Global Methane Tracker yang dikeluarkan oleh penasihat energi tersebut juga menemukan bahwa emisi di dunia nyata jauh lebih tinggi daripada yang dilaporkan oleh negara atau perusahaan.
Namun ada alasan untuk bersikap optimis, kata penulis laporan IEA.
Pemantauan emisi metana yang lebih baik kini dapat dilakukan melalui satelit, dan akan ditingkatkan lebih lanjut dengan peluncuran sistem satelit metana khusus dari LSM AS, Environmental Defense Fund.
"Terkadang menghentikan kebocoran setelah teridentifikasi, bisa dilakukan dengan cukup cepat dan mudah,” kata Christophe McGlade, kepala unit pasokan energi di IEA."
"Kami berharap PBB dapat mengambil data satelit ini dan menggunakannya." tambahnya McGlade.
KTT Iklim PBB 2024 Mendatang
Tim Gould, salah satu penulis laporan IEA, mengatakan KTT iklim PBB COP29 mendatang, yang dijadwalkan berlangsung di Azerbaijan pada November 2024 dapat memberikan peluang bagi pemerintah dan perusahaan untuk mengambil tindakan yang lebih kuat.

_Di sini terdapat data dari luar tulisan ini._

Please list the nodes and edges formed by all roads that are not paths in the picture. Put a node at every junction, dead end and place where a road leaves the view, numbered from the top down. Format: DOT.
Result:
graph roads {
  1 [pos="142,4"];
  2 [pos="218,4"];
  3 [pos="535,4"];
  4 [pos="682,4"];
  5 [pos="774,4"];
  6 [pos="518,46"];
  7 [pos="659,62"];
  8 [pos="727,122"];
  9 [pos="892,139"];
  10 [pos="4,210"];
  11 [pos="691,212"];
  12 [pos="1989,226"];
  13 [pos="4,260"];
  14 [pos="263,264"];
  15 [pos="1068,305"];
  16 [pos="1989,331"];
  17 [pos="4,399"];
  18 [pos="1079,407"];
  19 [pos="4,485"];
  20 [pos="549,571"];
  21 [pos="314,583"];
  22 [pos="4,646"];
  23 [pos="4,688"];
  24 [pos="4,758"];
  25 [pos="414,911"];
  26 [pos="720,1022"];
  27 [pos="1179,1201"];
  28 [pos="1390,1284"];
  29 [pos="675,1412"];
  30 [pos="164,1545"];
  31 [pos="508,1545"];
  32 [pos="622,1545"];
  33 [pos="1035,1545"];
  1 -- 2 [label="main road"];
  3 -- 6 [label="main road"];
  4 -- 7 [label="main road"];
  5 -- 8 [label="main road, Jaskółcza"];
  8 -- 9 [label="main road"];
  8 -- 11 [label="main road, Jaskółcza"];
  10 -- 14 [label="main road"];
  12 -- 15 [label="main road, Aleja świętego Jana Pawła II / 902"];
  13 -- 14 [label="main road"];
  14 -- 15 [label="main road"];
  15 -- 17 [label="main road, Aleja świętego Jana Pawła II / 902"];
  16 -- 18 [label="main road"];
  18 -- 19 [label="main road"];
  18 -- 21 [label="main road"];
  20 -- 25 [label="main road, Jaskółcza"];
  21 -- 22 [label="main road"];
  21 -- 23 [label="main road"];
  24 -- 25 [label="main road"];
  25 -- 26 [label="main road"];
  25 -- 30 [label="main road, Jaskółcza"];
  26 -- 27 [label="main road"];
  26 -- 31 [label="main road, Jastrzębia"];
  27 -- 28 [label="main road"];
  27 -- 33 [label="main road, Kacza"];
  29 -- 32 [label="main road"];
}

"COP29 akan berlangsung di negara produsen minyak dan gas besar – yang akan membantu menjaga fokus pada metana," katanya.
"Kami juga ingin melihat fokus pada metana di NDCS negara-negara tersebut kontribusi yang ditentukan secara nasional, atau rencana berdasarkan perjanjian Paris untuk mengurangi emisi."
Durwood Zaelke, presiden Institute for Governance and Sustainable Development, meminta pemerintah negara-negara lain untuk memperhatikan saran IEA.
Mengurangi gas metana adalah satu-satunya cara untuk memperlambat pemanasan jangka pendek dan menghindari titik kritis yang membawa kita ke dalam kekacauan iklim yang tidak dapat diubah dan membawa bencana besar.